In the records that follow, show each line where the word "down" is present.
··· Supplied data ···
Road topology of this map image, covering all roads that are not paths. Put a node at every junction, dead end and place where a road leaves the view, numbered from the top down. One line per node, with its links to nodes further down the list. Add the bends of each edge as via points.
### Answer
···
··· Supplied data ···
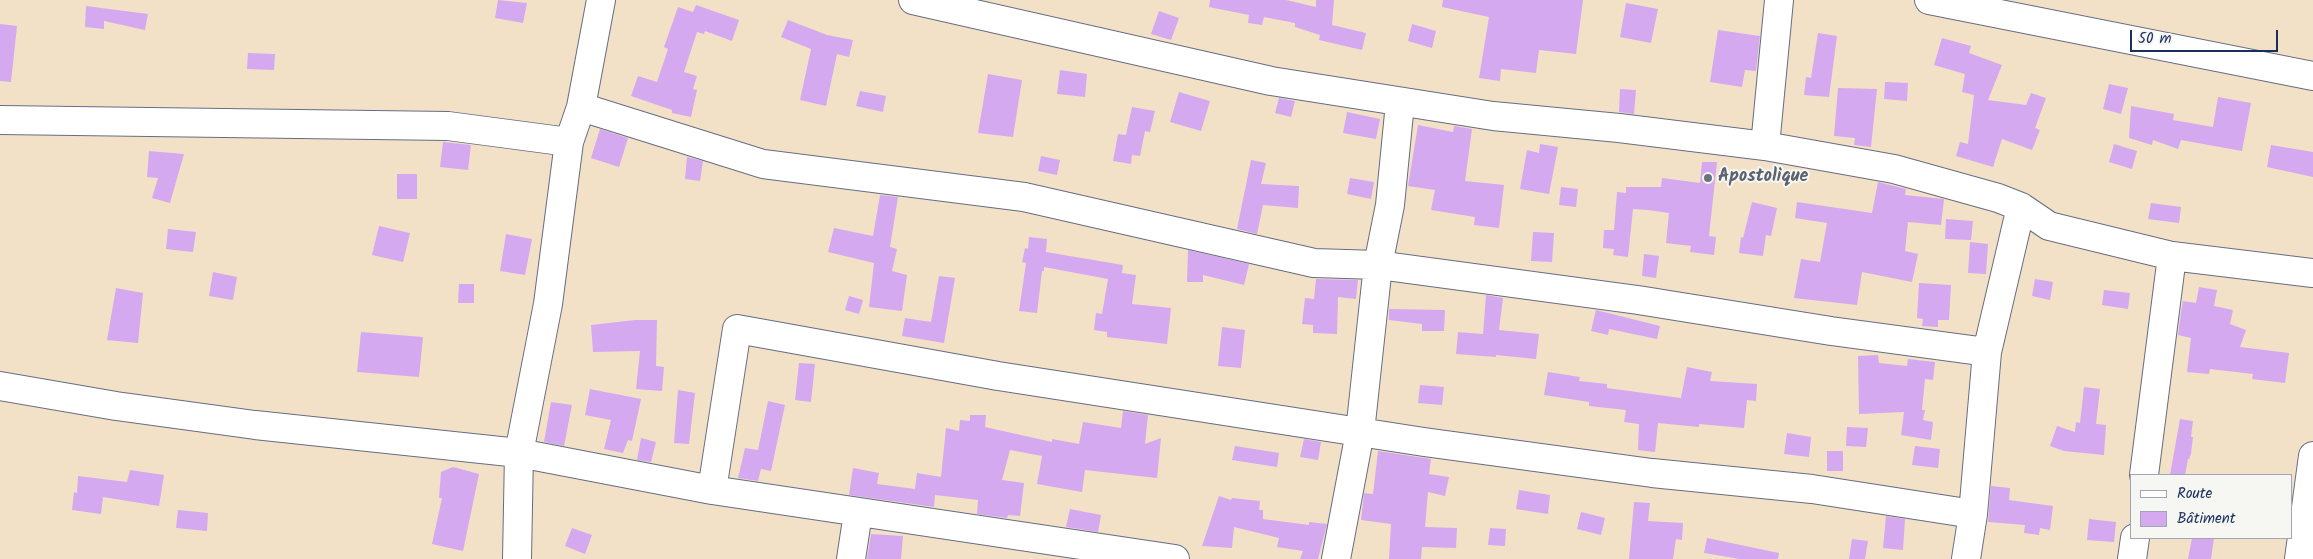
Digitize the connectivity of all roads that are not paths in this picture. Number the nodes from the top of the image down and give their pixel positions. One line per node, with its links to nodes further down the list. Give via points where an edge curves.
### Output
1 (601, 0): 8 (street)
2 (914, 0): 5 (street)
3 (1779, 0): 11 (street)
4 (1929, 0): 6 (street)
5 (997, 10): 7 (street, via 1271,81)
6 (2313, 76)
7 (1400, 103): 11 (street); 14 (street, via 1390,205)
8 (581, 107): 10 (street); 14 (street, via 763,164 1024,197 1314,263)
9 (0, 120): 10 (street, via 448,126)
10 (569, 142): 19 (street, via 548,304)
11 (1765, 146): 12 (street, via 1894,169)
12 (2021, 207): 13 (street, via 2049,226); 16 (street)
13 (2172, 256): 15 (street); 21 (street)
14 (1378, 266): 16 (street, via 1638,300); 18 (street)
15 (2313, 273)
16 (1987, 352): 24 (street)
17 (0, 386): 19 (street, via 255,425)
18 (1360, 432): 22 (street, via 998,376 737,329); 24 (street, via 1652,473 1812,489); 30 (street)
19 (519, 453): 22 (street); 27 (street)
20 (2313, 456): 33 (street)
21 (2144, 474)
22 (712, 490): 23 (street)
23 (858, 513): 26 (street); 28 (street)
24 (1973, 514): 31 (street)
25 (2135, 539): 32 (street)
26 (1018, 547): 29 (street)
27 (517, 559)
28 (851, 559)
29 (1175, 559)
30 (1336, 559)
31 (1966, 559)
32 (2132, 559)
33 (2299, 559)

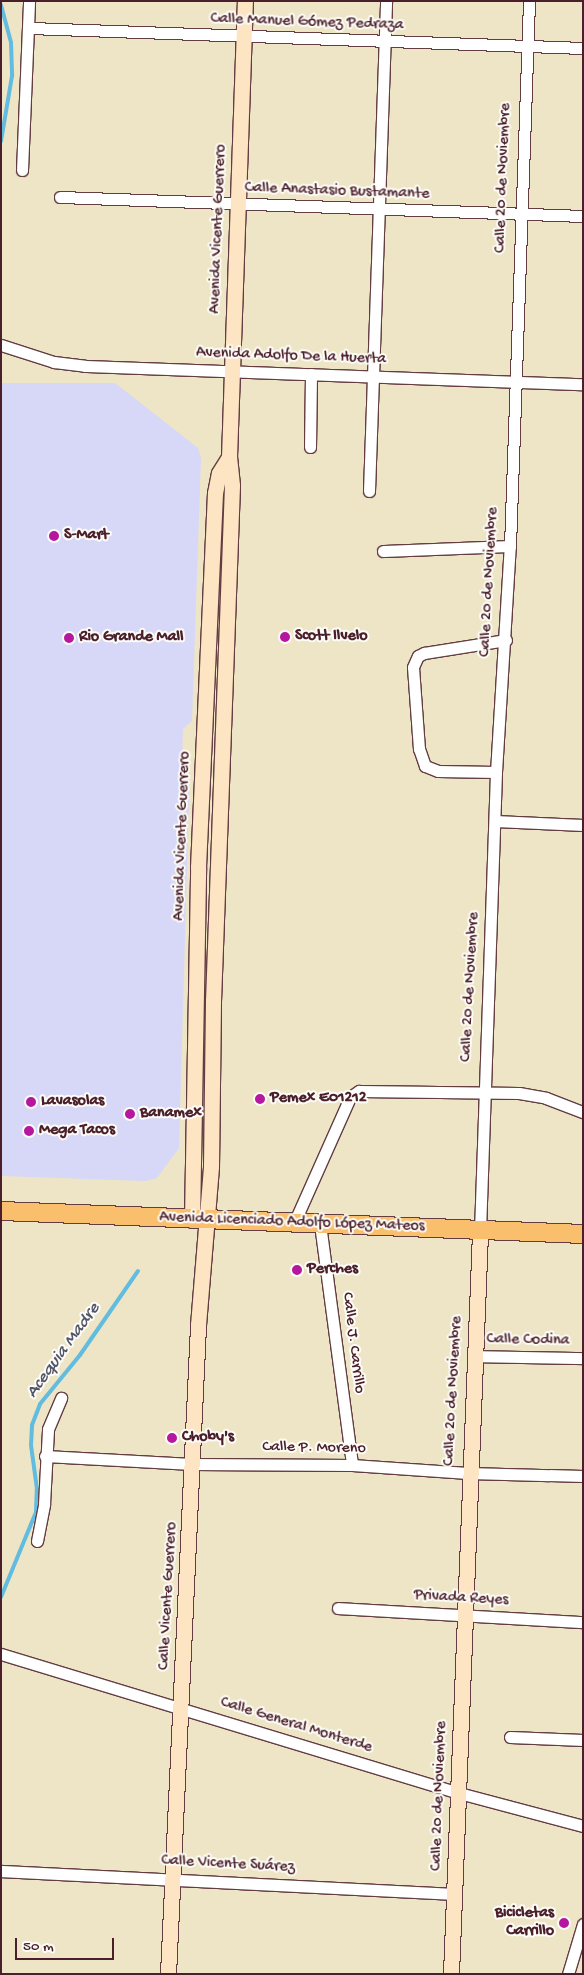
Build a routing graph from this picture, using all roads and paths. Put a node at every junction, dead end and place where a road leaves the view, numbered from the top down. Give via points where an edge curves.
···
- _Written answer_
Road topology of this map image, covering all roads that are not paths. Put a node at every junction, dead end and place where a road leaves the view, numbered from the top down. One line per node, with its links to nodes further down the list. Add the bends of each edge as via points.
Digitize the connectivity of all roads that are not paths in this picture. Number the nodes from the top of the image down and give their pixel positions. One line per node, with its links to nodes further down the list. Give via points where an edge curves.
Build a routing graph from this picture, using all roads and paths. Put a node at every junction, dead end and place where a road leaves the view, numbered from the top down. Give via points where an edge curves.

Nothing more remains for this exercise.